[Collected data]
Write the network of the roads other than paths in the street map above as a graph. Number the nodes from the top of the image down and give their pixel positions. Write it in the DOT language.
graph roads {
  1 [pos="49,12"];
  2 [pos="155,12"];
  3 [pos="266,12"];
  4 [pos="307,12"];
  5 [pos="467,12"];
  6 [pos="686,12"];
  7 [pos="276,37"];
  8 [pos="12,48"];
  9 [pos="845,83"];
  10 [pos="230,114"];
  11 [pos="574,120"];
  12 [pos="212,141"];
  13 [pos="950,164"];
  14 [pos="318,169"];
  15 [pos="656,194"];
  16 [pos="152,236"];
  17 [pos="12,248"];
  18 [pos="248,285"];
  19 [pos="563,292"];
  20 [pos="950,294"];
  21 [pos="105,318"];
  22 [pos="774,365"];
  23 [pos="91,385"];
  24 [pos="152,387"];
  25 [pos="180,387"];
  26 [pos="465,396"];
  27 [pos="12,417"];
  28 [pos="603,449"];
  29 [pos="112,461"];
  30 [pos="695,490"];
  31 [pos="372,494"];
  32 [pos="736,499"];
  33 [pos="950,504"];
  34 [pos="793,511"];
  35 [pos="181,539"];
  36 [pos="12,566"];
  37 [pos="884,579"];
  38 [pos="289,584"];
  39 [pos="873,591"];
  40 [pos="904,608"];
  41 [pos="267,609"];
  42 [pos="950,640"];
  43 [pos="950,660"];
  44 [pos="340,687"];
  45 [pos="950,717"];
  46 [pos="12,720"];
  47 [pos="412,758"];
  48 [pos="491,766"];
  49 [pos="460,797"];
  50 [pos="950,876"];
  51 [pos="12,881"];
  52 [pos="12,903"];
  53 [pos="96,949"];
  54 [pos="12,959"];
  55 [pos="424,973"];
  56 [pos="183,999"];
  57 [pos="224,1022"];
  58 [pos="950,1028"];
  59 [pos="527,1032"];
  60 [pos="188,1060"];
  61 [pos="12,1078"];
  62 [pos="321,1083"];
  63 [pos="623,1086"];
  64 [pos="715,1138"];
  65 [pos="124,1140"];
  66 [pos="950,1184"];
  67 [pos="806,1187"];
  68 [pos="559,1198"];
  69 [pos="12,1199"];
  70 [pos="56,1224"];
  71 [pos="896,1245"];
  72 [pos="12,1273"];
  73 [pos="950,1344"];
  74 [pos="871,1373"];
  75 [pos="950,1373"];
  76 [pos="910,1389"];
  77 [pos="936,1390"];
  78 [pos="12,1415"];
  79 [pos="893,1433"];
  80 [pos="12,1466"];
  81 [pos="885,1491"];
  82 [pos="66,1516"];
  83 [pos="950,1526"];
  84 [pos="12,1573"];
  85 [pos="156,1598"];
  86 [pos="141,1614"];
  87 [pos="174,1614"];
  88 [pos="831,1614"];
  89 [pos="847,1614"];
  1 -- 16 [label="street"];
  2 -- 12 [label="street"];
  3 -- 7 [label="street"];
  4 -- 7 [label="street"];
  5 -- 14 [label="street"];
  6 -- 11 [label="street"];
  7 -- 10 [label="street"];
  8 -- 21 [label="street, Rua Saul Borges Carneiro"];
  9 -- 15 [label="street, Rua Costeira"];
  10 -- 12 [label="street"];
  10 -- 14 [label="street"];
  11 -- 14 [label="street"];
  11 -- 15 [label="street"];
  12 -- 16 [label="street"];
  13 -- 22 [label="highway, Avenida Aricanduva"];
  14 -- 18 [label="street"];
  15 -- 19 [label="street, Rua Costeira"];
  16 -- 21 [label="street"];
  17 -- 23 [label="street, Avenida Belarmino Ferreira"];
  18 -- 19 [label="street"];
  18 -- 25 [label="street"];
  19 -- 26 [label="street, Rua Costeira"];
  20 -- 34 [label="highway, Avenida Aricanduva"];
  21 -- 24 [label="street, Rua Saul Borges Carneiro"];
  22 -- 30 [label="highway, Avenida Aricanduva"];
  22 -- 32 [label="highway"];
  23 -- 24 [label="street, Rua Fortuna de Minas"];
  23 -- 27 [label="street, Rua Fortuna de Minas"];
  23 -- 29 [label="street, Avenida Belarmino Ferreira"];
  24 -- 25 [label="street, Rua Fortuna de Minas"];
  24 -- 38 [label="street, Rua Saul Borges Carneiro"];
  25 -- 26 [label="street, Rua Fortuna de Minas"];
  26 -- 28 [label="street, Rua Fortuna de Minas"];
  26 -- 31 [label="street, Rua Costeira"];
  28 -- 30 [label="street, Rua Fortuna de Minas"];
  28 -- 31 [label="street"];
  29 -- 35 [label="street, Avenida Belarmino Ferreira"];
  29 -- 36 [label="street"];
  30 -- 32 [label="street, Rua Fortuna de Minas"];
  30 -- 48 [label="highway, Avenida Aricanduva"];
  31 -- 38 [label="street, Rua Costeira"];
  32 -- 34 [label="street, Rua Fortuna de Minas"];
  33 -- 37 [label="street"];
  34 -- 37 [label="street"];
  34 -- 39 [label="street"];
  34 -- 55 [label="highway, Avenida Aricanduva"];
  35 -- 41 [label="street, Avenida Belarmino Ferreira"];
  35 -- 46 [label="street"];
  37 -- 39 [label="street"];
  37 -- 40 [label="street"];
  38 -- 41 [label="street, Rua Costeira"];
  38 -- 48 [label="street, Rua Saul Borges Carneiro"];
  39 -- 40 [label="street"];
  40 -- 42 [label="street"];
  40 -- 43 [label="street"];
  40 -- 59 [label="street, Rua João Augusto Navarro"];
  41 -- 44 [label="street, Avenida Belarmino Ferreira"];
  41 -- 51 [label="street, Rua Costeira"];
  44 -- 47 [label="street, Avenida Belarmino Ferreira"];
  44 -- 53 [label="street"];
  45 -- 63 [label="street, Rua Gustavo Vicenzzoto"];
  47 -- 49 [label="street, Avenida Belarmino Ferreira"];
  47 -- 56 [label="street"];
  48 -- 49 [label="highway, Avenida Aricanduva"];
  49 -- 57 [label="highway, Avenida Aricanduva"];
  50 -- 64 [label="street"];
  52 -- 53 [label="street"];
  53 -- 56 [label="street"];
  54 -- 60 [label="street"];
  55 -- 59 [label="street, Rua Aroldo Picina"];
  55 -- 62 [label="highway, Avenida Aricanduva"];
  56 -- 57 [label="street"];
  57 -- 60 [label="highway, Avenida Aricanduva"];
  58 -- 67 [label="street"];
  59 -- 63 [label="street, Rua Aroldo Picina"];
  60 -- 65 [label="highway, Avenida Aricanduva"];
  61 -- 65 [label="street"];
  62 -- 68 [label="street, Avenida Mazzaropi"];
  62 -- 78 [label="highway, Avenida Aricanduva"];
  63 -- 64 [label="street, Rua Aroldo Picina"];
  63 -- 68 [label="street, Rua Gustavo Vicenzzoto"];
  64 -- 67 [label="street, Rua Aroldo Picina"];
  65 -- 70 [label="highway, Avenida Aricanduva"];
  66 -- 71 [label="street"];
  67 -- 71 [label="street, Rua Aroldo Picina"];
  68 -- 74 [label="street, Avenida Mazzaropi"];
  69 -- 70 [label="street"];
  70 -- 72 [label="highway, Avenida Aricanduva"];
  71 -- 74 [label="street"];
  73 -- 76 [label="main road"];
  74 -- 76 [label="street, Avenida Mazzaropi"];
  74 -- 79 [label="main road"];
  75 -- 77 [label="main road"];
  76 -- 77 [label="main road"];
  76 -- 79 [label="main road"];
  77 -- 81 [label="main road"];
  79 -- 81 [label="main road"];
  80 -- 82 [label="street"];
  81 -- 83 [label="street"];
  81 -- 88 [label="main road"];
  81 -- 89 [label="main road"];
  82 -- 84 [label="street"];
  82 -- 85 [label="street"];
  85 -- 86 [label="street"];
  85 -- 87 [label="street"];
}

**Task to complete:**
Counting only lines that contain the word "Carneiro", how many are there in the records above? Give the number alone.

**Finished task:**
4